Currently, you'd run it through wineconsole explicitly. And yes, it's not perfect and default behaviour could be improved, but it's challenging architecturally. There were some improvements to that code in current release cycle, which moved things in the right direction, but also proved this stuff to be hard to change without breaking anything.

I see.

I think the best goal here is that, for the standard handles, Wine I/O should be equivalent to a network connection (telnet?) to a Windows box. For CUI, Wine should actually use curses or at least terminfo, to allow the escape codes produced to match the user's terminal. The user's terminal might not always be a VT100-alike and custom simulated terminals could be very reasonable for testing curses TUI programs. (To my knowledge, there are as yet no testsuites that actually /do/ that, but the composition seems reasonable to me.)


As I said, compatibility with other terminals could be improved, but curses does not fit the role. Anyway, for sake of testing, the attached patch disables escapes hiding the cursor during screen updates which seem the most problematic. With this patch, some tests may work without disabling conhost (but other discussed problems are expected).

Agreed that curses may not be feasible for Wine to use, but terminfo would still be a good solution to replace the hardcoded terminal escape strings in conhost.

[...]

BTW, if Expect ever plans a Windows port that's not based on Cygwin, it will likely need to use conhost-based pseudo consoles.
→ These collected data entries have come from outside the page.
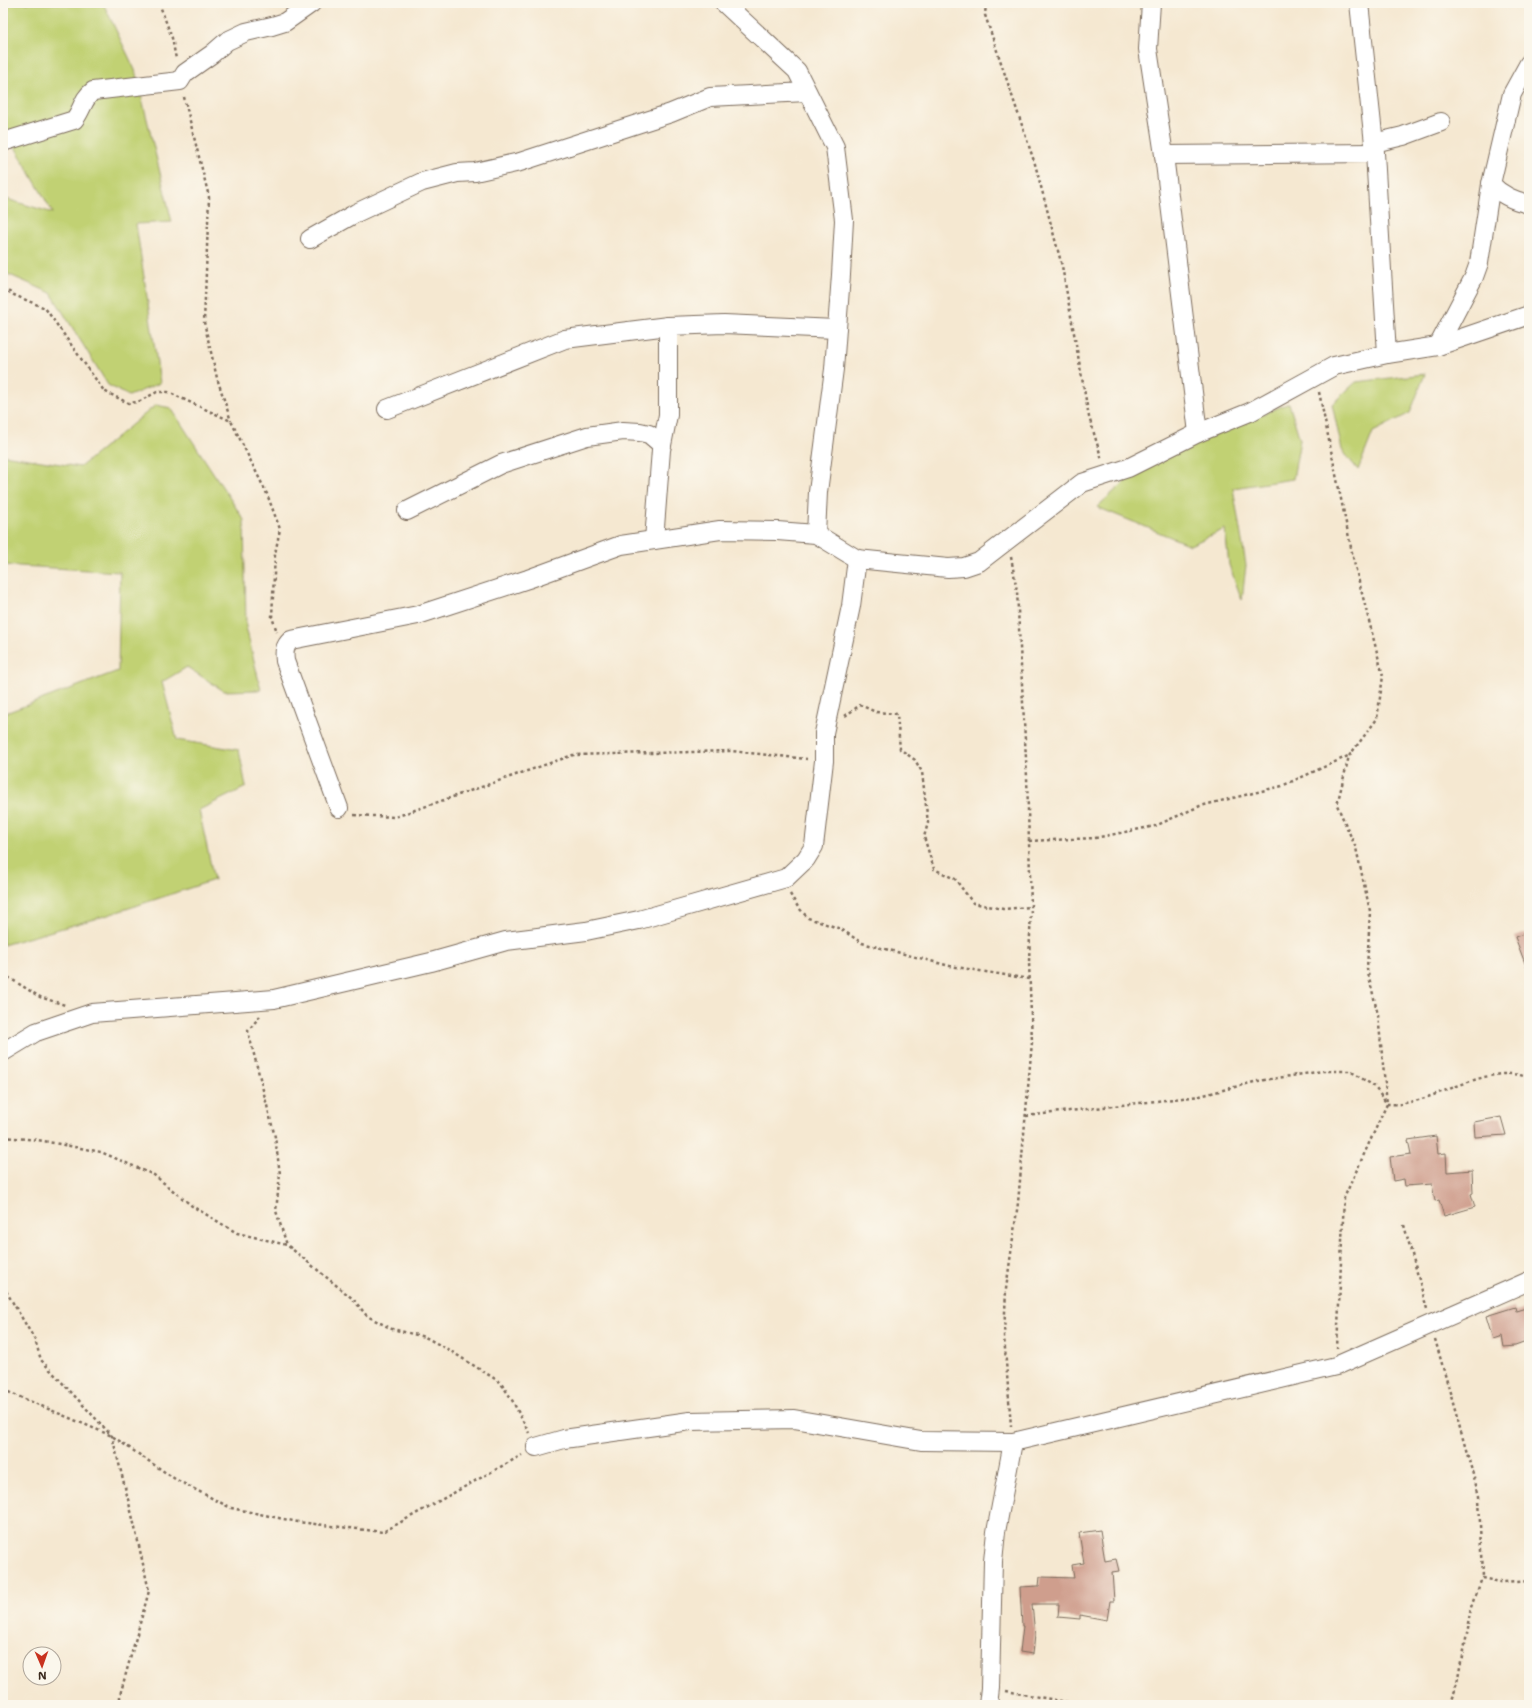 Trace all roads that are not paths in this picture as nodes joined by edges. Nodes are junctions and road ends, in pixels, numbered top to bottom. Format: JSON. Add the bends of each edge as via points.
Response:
{"nodes":[{"id":1,"x":312,"y":3,"type":"edge"},
{"id":2,"x":724,"y":3,"type":"edge"},
{"id":3,"x":1151,"y":3,"type":"edge"},
{"id":4,"x":1359,"y":3,"type":"edge"},
{"id":5,"x":1529,"y":63,"type":"edge"},
{"id":6,"x":808,"y":92,"type":"junction"},
{"id":7,"x":1440,"y":122,"type":"dead end"},
{"id":8,"x":3,"y":142,"type":"edge"},
{"id":9,"x":1374,"y":148,"type":"junction"},
{"id":10,"x":1164,"y":155,"type":"junction"},
{"id":11,"x":1491,"y":184,"type":"junction"},
{"id":12,"x":1529,"y":204,"type":"edge"},
{"id":13,"x":310,"y":239,"type":"dead end"},
{"id":14,"x":1529,"y":315,"type":"edge"},
{"id":15,"x":668,"y":326,"type":"junction"},
{"id":16,"x":836,"y":329,"type":"junction"},
{"id":17,"x":1438,"y":346,"type":"junction"},
{"id":18,"x":1387,"y":354,"type":"junction"},
{"id":19,"x":387,"y":409,"type":"dead end"},
{"id":20,"x":1198,"y":433,"type":"junction"},
{"id":21,"x":662,"y":445,"type":"junction"},
{"id":22,"x":407,"y":511,"type":"dead end"},
{"id":23,"x":816,"y":534,"type":"junction"},
{"id":24,"x":654,"y":540,"type":"junction"},
{"id":25,"x":857,"y":559,"type":"junction"},
{"id":26,"x":339,"y":808,"type":"road end"},
{"id":27,"x":3,"y":1052,"type":"edge"},
{"id":28,"x":1529,"y":1281,"type":"edge"},
{"id":29,"x":1013,"y":1442,"type":"junction"},
{"id":30,"x":536,"y":1447,"type":"road end"},
{"id":31,"x":989,"y":1696,"type":"edge"}],
"edges":[{"from":1,"to":8,"type":"street","via":[[285,22],[246,32],[227,41],[185,72],[180,81],[93,91],[87,95],[79,115],[74,120]]},
{"from":2,"to":6,"type":"street","via":[[797,71]]},
{"from":3,"to":10,"type":"street","via":[[1148,49]]},
{"from":4,"to":9,"type":"street"},
{"from":5,"to":11,"type":"street","via":[[1512,94]]},
{"from":6,"to":13,"type":"street","via":[[710,97],[671,113],[520,162],[422,182],[356,212]]},
{"from":6,"to":16,"type":"street","via":[[835,147],[844,220]]},
{"from":7,"to":9,"type":"street"},
{"from":9,"to":10,"type":"street"},
{"from":9,"to":18,"type":"street"},
{"from":10,"to":20,"type":"street"},
{"from":11,"to":12,"type":"street","via":[[1497,191],[1518,202]]},
{"from":11,"to":17,"type":"street","via":[[1479,263]]},
{"from":14,"to":17,"type":"street"},
{"from":15,"to":16,"type":"street","via":[[724,324]]},
{"from":15,"to":19,"type":"street","via":[[565,339]]},
{"from":15,"to":21,"type":"street","via":[[668,415]]},
{"from":16,"to":23,"type":"street","via":[[834,369],[818,492]]},
{"from":17,"to":18,"type":"street"},
{"from":18,"to":20,"type":"street","via":[[1334,366],[1250,412]]},
{"from":20,"to":25,"type":"street","via":[[1128,468],[1082,483],[979,562],[948,568]]},
{"from":21,"to":22,"type":"street","via":[[649,434],[640,432],[623,431],[588,436],[501,464]]},
{"from":21,"to":24,"type":"street"},
{"from":23,"to":24,"type":"street","via":[[777,530],[720,530]]},
{"from":23,"to":25,"type":"street"},
{"from":24,"to":26,"type":"street","via":[[622,545],[418,615],[291,640],[286,645],[285,661]]},
{"from":25,"to":27,"type":"street","via":[[851,606],[824,733],[824,761],[814,846],[806,859],[786,878],[639,920],[586,931],[506,941],[431,962],[274,999],[92,1013],[36,1032]]},
{"from":28,"to":29,"type":"street","via":[[1336,1366]]},
{"from":29,"to":30,"type":"street","via":[[921,1441],[794,1419],[690,1421],[564,1439]]},
{"from":29,"to":31,"type":"street","via":[[993,1562]]}]} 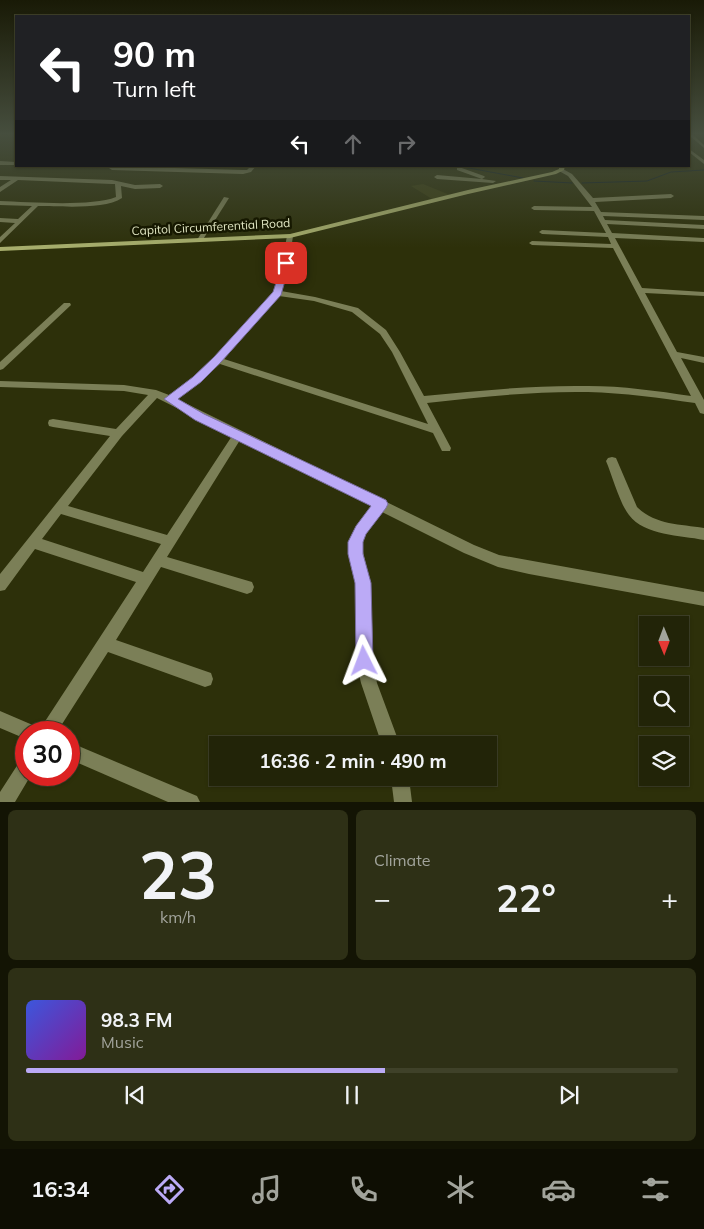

It would then face exactly the same problem as when using Wine. Maybe long-term solution fits there? Problematic cursor hide/show escapes should be trivial to filter. Other differences may be more challenging.

My understanding is that Expect does not have a native Windows port precisely because Windows, until recently, did not have ptys or anything like them. Those other differences may still preclude a native Windows port of Expect.